TS Eliot’s 20th-century nightmare

The Hollow Men emerged from a dark chapter in the poet's life – 100 years on, it continues to speak to the deepest anxieties of our age

Nine years after he published the bleakest poem of his writing career, TS Eliot found out that it had been pilfered. An old student of his at Harvard, Sherman Conrad, heard lines from it, slightly mangled, in the 1934 war romance movie The Fountain.

An hour in, the British character actor Brian Aherne mourns that between his dreams “and the reality … falls the shadow”. “You can no doubt look forward to an old age of cinemas peppered with bits from [other recent poems] Marina and Ash Wednesday,” Conrad quipped. Eliot seemed unconvinced in his reply two weeks later: “By that time, one might as well be buried.”

A century on, references to The Hollow Men flood pop culture. In the last year, the poem’s title has been used to name mysterious monsters in the sci-fi horror The Gorge, starring Anya Taylor-Joy; an exhibition by the Italian artist Giulia Cenci; and, in singular form, a track by Bruce Springsteen and Bon Jovi. In the last few months, its famous last line (“This is the way the world ends / Not with a bang but a whimper”) has been adapted in news stories about Robert Jenrick, Morgan Stanley’s assessment of the market (“several bangs and one whimper”) and comic riffs in the New Yorker: “This is how the text exchange ends. Not with an explicit farewell but with a two-day pause followed by a thumbs-up-emoji reaction.”

The Hollow Men was Eliot’s first major poem after The Waste Land three years earlier – quite the tough act to follow. It begins like a march (“We are the hollow men / We are the stuffed men / Head full of straw”) before plunging us into a purgatorial landscape, broken images appearing like traumatic flashbacks (“sunlight on a broken column”, “a tree swinging”, “a dead man’s hand”). As its five parts progress, we encounter stars “fading” then “dying”, and human expressions and senses declining in power – “quiet and meaningless” whispers lead to “sightless” people who gather on a beach and “avoid speech”.
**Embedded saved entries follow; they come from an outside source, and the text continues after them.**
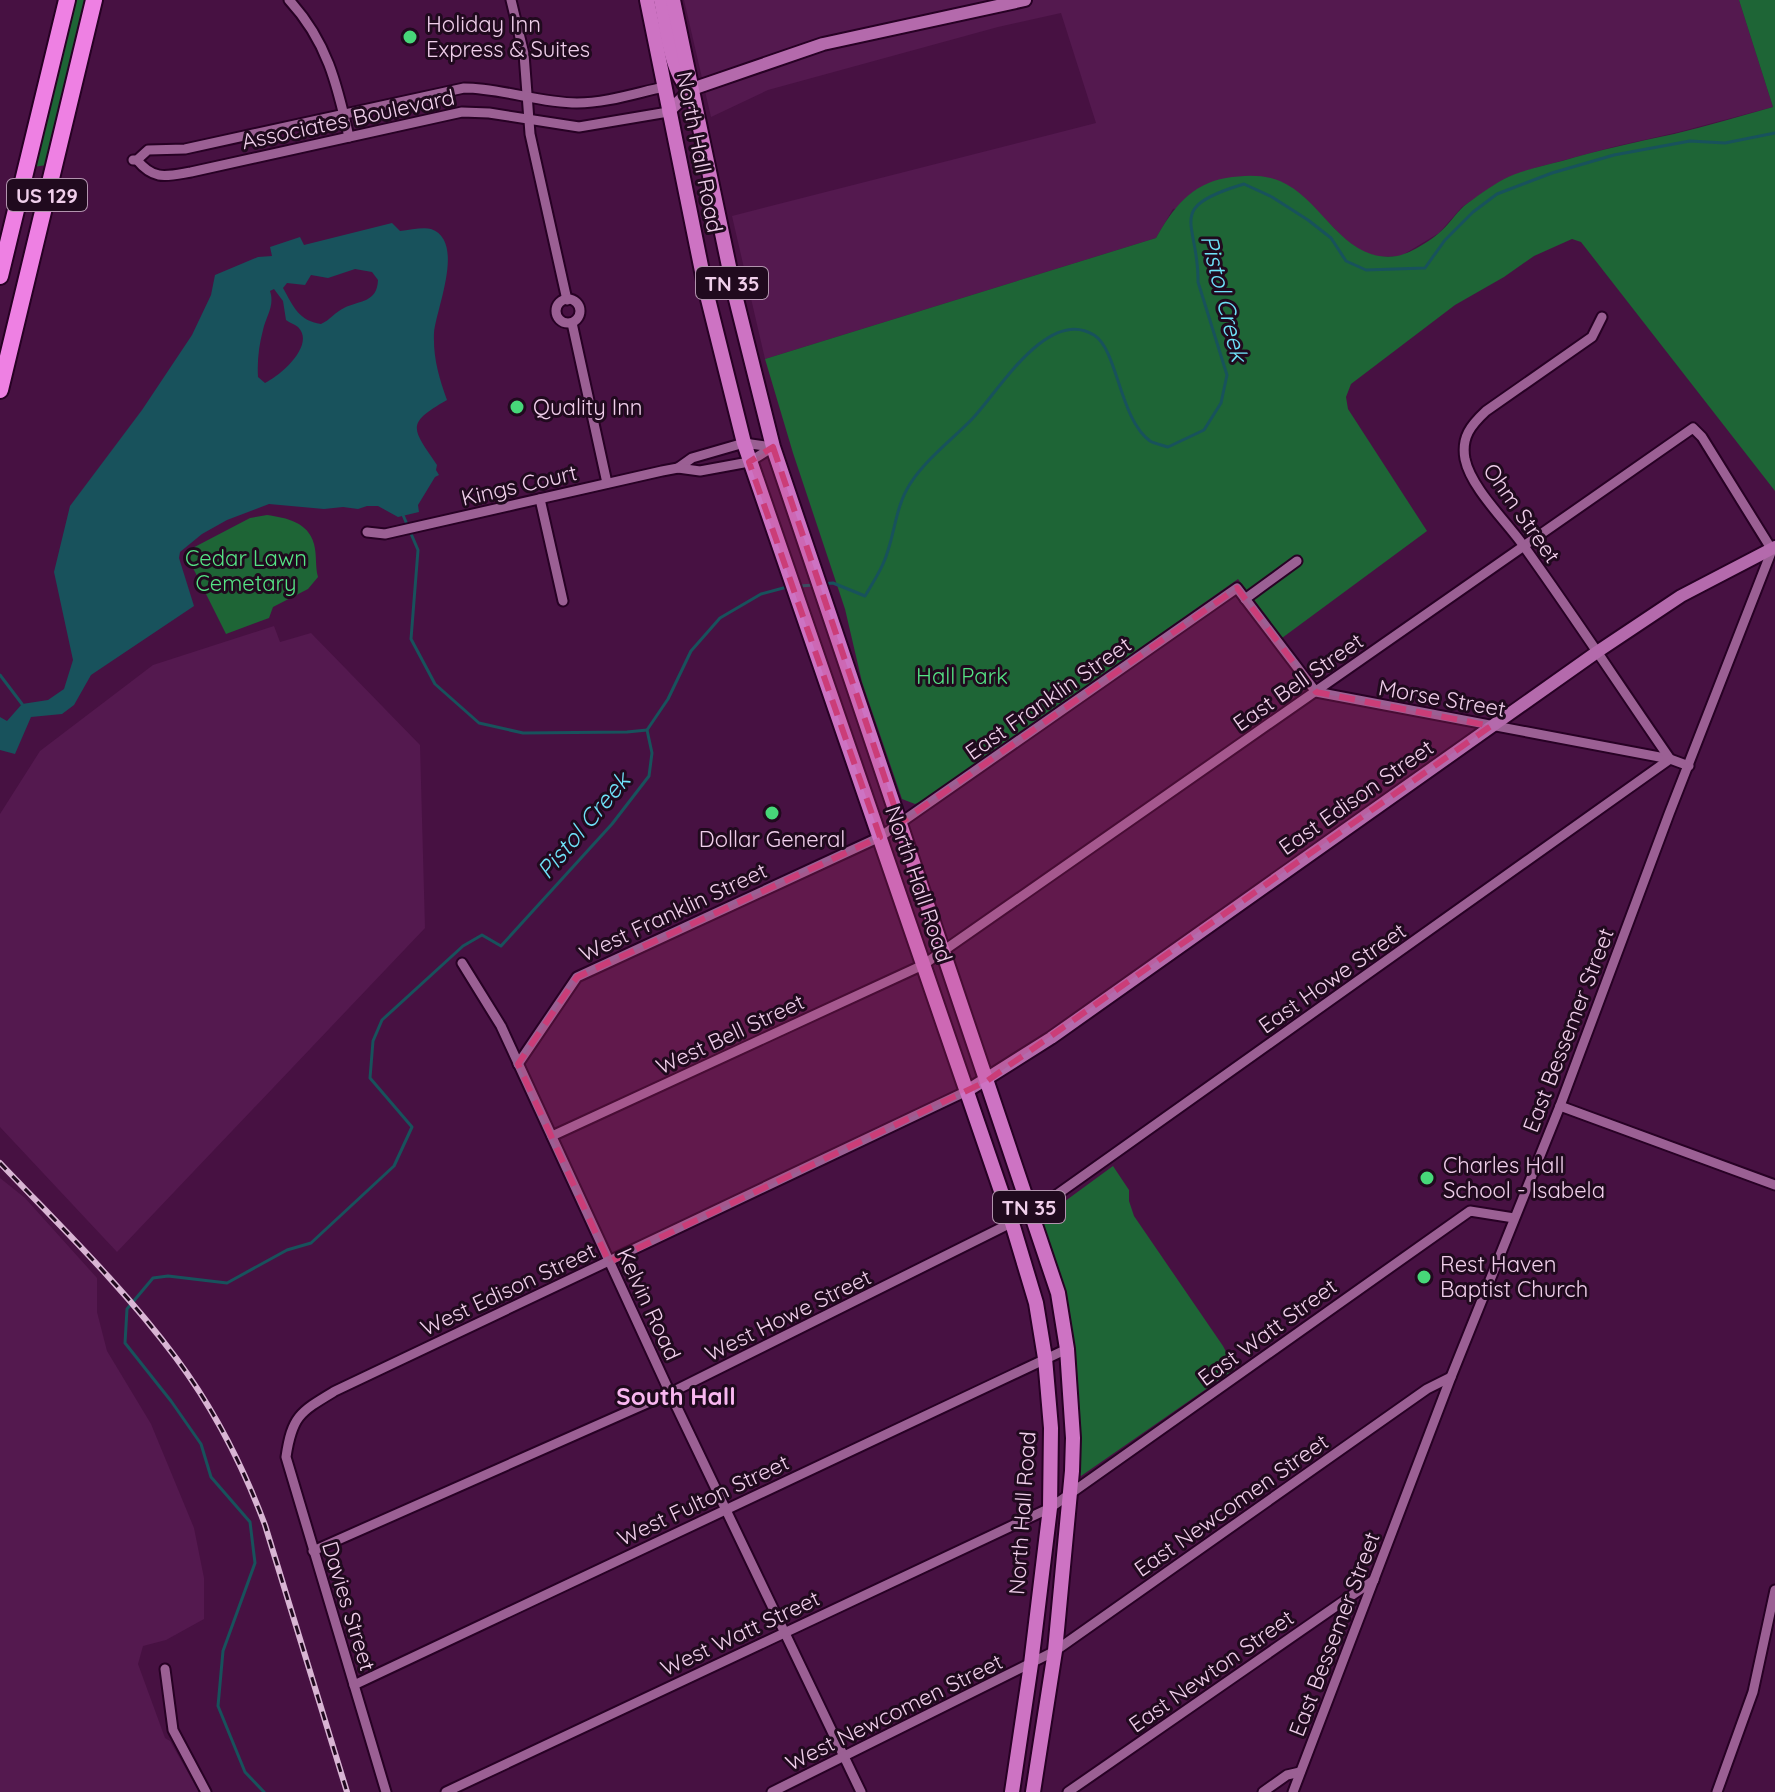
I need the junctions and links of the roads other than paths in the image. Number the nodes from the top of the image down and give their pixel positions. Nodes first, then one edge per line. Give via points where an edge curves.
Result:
1 (67, 0) edge
2 (94, 0) edge
3 (289, 0) edge
4 (511, 0) edge
5 (647, 0) edge
6 (661, 0) edge
7 (673, 0) edge
8 (961, 0) edge
9 (1025, 0) edge
10 (972, 6) edge
11 (664, 87) junction
12 (692, 89) junction
13 (528, 96) junction
14 (668, 112) junction
15 (344, 114) junction
16 (528, 120) junction
17 (349, 137) junction
18 (0, 276) edge
19 (567, 300) junction
20 (1602, 317) dead end
21 (572, 323) junction
22 (0, 390) edge
23 (744, 443) junction
24 (773, 447) junction
25 (749, 462) junction
26 (678, 468) junction
27 (607, 483) junction
28 (540, 499) junction
29 (367, 532) dead end
30 (1523, 545) junction
31 (1774, 548) edge
32 (1297, 561) dead end
33 (1245, 599) junction
34 (563, 601) dead end
35 (1597, 652) junction
36 (1316, 692) junction
37 (1491, 726) junction
38 (1670, 759) junction
39 (1689, 766) junction
40 (900, 823) junction
41 (880, 837) junction
42 (943, 951) junction
43 (462, 963) dead end
44 (923, 965) junction
45 (518, 1064) junction
46 (987, 1081) junction
47 (967, 1091) junction
48 (1560, 1106) junction
49 (552, 1136) junction
50 (1775, 1185) edge
51 (1031, 1213) junction
52 (1514, 1218) junction
53 (1012, 1223) junction
54 (609, 1262) junction
55 (1067, 1349) junction
56 (1045, 1358) junction
57 (1451, 1377) junction
58 (670, 1393) junction
59 (291, 1428) joint
60 (1071, 1493) junction
61 (1050, 1508) junction
62 (726, 1509) junction
63 (313, 1551) junction
64 (1375, 1579) junction
65 (1775, 1590) edge
66 (783, 1632) junction
67 (1055, 1651) junction
68 (1031, 1664) junction
69 (165, 1669) dead end
70 (354, 1685) junction
71 (845, 1758) junction
72 (1300, 1772) junction
73 (206, 1792) edge
74 (386, 1792) edge
75 (446, 1792) edge
76 (772, 1792) edge
77 (861, 1792) edge
78 (1012, 1792) edge
79 (1033, 1792) edge
80 (1068, 1792) edge
81 (1263, 1792) edge
82 (1293, 1792) edge
83 (1717, 1792) edge

1 - 18 highway, US 129
2 - 22 highway, US 129
3 - 15 street via 319,39
4 - 13 street
5 - 11 main road, North Hall Road / TN 35
6 - 12 main road via 679,77
7 - 12 main road, North Hall Road / TN 35
8 - 10 street
9 - 10 street
10 - 12 street via 823,44
11 - 12 street
11 - 13 street, Associates Boulevard via 577,103
11 - 14 main road, North Hall Road / TN 35
12 - 14 street
12 - 24 main road, North Hall Road / TN 35
13 - 15 street, Associates Boulevard via 464,88
13 - 16 street
14 - 16 street, Associates Boulevard via 579,127
14 - 23 main road, North Hall Road / TN 35
15 - 17 street
15 - 17 street, Associates Boulevard via 185,149 148,150 135,160 147,172 168,176
16 - 17 street, Associates Boulevard via 462,112
16 - 19 street
19 - 21 street via 580,308
19 - 21 street via 560,303 557,315
20 - 30 street, Ohm Street via 1592,337 1486,411 1467,432 1469,470
21 - 27 street
23 - 24 street, Kings Court
23 - 25 main road, North Hall Road / TN 35
23 - 26 street, Kings Court via 692,458
24 - 25 street, Kings Court
24 - 40 main road, North Hall Road / TN 35
25 - 26 street, Kings Court via 700,471
25 - 41 main road, North Hall Road / TN 35
26 - 27 street, Kings Court
27 - 28 street, Kings Court
28 - 29 street, Kings Court via 385,534
28 - 34 street
30 - 31 street, East Bell Street via 1693,428
30 - 35 street, Ohm Street
30 - 36 street, East Bell Street
31 - 35 street, East Edison Street via 1681,596
31 - 39 street, East Bessemer Street
32 - 33 street
33 - 36 street
33 - 40 street, East Franklin Street via 1237,588
35 - 37 street, East Edison Street
35 - 38 street, Ohm Street
36 - 37 street, Morse Street
36 - 42 street, East Bell Street
37 - 38 street, Morse Street
37 - 46 street, East Edison Street
38 - 39 street, Morse Street
38 - 51 street, East Howe Street
39 - 48 street, East Bessemer Street
40 - 41 street, East Franklin Street
40 - 42 main road, North Hall Road / TN 35
41 - 44 main road, North Hall Road / TN 35
41 - 45 street, West Franklin Street via 577,977
42 - 44 street, East Bell Street
42 - 46 main road, North Hall Road / TN 35
43 - 45 street, Kelvin Road
44 - 47 main road, North Hall Road / TN 35
44 - 49 street, West Bell Street
45 - 49 street, Kelvin Road
46 - 47 street, East Edison Street
46 - 51 main road, North Hall Road / TN 35
47 - 53 main road, North Hall Road / TN 35
47 - 54 street, West Edison Street
48 - 50 street
48 - 52 street, East Bessemer Street
49 - 54 street, Kelvin Road
51 - 53 street, East Howe Street
51 - 55 main road, North Hall Road / TN 35 via 1058,1293
52 - 57 street, East Bessemer Street
52 - 60 street, East Watt Street via 1470,1211
53 - 56 main road, North Hall Road / TN 35 via 1036,1303
53 - 58 street, West Howe Street
54 - 58 street, Kelvin Road
54 - 59 street, West Edison Street via 335,1391 306,1409
55 - 56 street, West Fulton Street
55 - 60 main road, North Hall Road / TN 35
56 - 61 main road, North Hall Road / TN 35
56 - 62 street, West Fulton Street
57 - 64 street, East Bessemer Street
57 - 67 street, East Newcomen Street
58 - 62 street, Kelvin Road
58 - 63 street, West Howe Street
59 - 63 street, Davies Street via 286,1457
60 - 61 street, East Watt Street
60 - 67 main road, North Hall Road / TN 35
61 - 66 street, West Watt Street
61 - 68 main road, North Hall Road / TN 35
62 - 66 street, Kelvin Road
62 - 70 street, West Fulton Street
63 - 70 street, Davies Street
64 - 72 street, East Bessemer Street
64 - 80 street, East Newton Street
65 - 83 street via 1753,1692
66 - 71 street, Kelvin Road
66 - 75 street, West Watt Street
67 - 68 street, East Newcomen Street
67 - 79 main road, North Hall Road / TN 35
68 - 71 street, West Newcomen Street
68 - 78 main road, North Hall Road / TN 35
69 - 73 street via 173,1730
70 - 74 street, Davies Street
71 - 76 street, West Newcomen Street
71 - 77 street, Kelvin Road
72 - 81 street
72 - 82 street, East Bessemer Street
Written in the same year as Virginia Woolf’s Mrs Dalloway assessed the horrors of PTSD in the wake of the first world war, the poem’s lines linger for clear reasons, says Eliot’s biographer Lyndall Gordon. “Eliot is catchy. He uses nursery rhymes and chanting rhythms, which we find compelling from childhood, even if the content is barbarous.” The poem’s epigraph contains a phrase about a figure that children build in order to burn (“a penny for the Old Guy”). The refrain of “here we go round the prickly pear” arrives in the last section like a flash of folk horror.
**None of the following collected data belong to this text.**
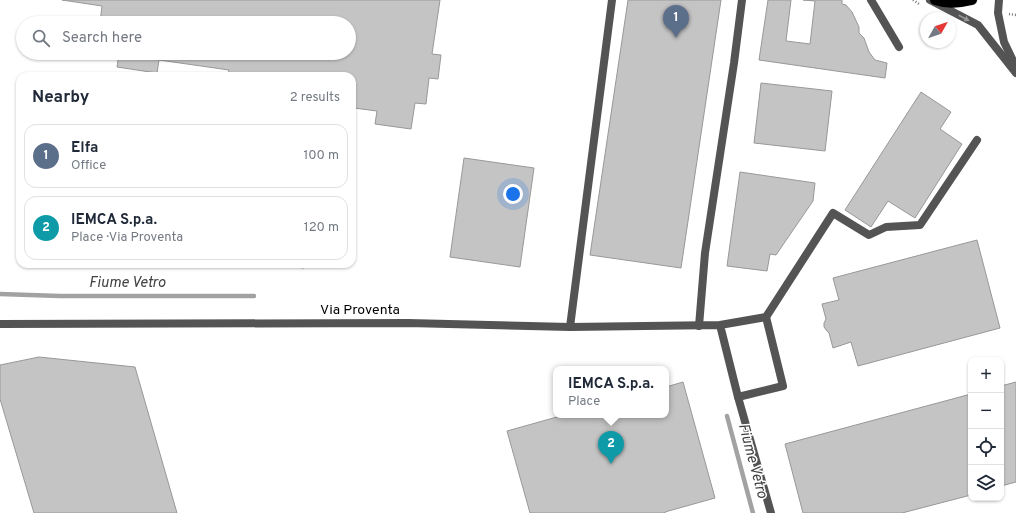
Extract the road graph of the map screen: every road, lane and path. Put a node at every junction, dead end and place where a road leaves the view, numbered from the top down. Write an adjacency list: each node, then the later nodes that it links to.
1 (612, 0): 16 (street)
2 (742, 0): 15 (street)
3 (871, 0): 8 (street)
4 (930, 0): 10 (street, one-way to 10)
5 (935, 0): 6 (main road)
6 (972, 0)
7 (999, 0): 9 (street)
8 (900, 47)
9 (1016, 67)
10 (1016, 73)
11 (977, 140): 12 (street)
12 (766, 317): 14 (street, Via Proventa); 17 (street)
13 (0, 324): 16 (street, Via Proventa)
14 (720, 325): 15 (street, Via Proventa); 17 (street)
15 (699, 326): 16 (street, Via Proventa)
16 (570, 328)
17 (738, 397): 18 (street)
18 (771, 513)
Also powerful is Eliot’s communication of his “extreme state”, Gordon says. “He’s drawing us in, reaching out to us, as he’s trying to pass through death into some kind of new life.” In her 2003 Eliot Memorial Lecture at the Royal Society of Literature, Gordon spoke of the poet looking to the past for redemptive structures, and of his use of a formula from the Bible’s book of Exodus: a “journey through the desert waste towards a promised land”. The Hollow Men tells of people desperate for renewal after a period of deep, arid darkness. In other words, an idea that chimes with our times.

Eliot wasn’t happy with himself or his writing in 1925. Still an employee of Lloyds Bank despite the success of The Waste Land, and struggling to keep on top of editing the literary journal he founded, the Criterion, he sent “scraps” of The Hollow Men to the noted American magazine the Dial on 6 January of that year, calling them “drops of blood out of an exhausted stone”.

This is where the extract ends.